## Required action
Each line of the material holding the word "Forest" must be identified and copied.

## Task data
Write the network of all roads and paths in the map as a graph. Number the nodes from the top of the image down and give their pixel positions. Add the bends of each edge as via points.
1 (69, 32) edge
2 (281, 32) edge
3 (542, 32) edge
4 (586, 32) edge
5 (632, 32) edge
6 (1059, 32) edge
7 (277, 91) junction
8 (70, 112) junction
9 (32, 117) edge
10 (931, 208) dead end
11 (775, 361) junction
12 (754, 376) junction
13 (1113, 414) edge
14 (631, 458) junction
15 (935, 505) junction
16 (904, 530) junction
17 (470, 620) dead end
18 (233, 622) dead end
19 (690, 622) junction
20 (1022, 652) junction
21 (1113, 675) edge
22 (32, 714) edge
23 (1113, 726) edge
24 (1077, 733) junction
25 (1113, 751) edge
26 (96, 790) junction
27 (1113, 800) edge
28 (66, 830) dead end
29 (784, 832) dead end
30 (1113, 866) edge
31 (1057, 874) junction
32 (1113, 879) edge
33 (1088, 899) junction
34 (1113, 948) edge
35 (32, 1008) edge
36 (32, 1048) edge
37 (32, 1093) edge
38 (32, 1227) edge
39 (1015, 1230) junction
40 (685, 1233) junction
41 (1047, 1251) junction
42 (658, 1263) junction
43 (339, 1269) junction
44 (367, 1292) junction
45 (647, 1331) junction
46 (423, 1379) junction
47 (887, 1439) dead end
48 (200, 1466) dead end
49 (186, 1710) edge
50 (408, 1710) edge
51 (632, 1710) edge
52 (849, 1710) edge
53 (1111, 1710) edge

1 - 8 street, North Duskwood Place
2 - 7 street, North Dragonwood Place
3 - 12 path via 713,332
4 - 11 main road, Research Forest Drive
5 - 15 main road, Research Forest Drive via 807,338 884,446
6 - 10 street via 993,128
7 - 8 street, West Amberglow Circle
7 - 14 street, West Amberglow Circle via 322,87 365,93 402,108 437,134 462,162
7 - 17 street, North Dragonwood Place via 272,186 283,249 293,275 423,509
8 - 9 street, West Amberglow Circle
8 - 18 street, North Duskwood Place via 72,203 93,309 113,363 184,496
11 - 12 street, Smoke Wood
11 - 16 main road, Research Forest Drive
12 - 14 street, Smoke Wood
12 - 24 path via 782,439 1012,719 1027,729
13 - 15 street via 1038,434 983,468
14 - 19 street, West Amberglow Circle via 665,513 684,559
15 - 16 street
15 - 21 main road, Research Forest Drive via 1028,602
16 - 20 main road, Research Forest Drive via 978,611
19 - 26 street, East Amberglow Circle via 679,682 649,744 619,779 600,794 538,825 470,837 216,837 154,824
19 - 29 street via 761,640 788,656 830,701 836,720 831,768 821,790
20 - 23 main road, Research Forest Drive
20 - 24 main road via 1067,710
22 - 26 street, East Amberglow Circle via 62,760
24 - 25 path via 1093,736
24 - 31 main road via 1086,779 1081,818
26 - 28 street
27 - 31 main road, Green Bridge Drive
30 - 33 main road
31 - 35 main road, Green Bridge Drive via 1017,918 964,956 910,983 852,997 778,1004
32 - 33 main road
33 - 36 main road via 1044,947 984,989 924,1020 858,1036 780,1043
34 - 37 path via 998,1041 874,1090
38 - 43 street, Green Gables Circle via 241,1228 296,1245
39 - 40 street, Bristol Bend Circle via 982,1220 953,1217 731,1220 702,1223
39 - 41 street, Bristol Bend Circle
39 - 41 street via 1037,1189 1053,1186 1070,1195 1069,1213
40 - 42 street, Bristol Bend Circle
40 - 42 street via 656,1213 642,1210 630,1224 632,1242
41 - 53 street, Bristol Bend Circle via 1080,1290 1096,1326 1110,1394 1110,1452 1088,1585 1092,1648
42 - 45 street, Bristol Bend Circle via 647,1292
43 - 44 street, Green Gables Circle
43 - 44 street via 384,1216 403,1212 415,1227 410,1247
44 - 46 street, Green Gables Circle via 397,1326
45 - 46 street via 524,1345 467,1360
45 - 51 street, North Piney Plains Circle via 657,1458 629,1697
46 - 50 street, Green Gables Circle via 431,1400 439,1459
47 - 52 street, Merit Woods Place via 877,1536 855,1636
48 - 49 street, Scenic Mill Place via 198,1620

## Problem solution
4 - 11 main road, Research Forest Drive
5 - 15 main road, Research Forest Drive via 807,338 884,446
11 - 16 main road, Research Forest Drive
15 - 21 main road, Research Forest Drive via 1028,602
16 - 20 main road, Research Forest Drive via 978,611
20 - 23 main road, Research Forest Drive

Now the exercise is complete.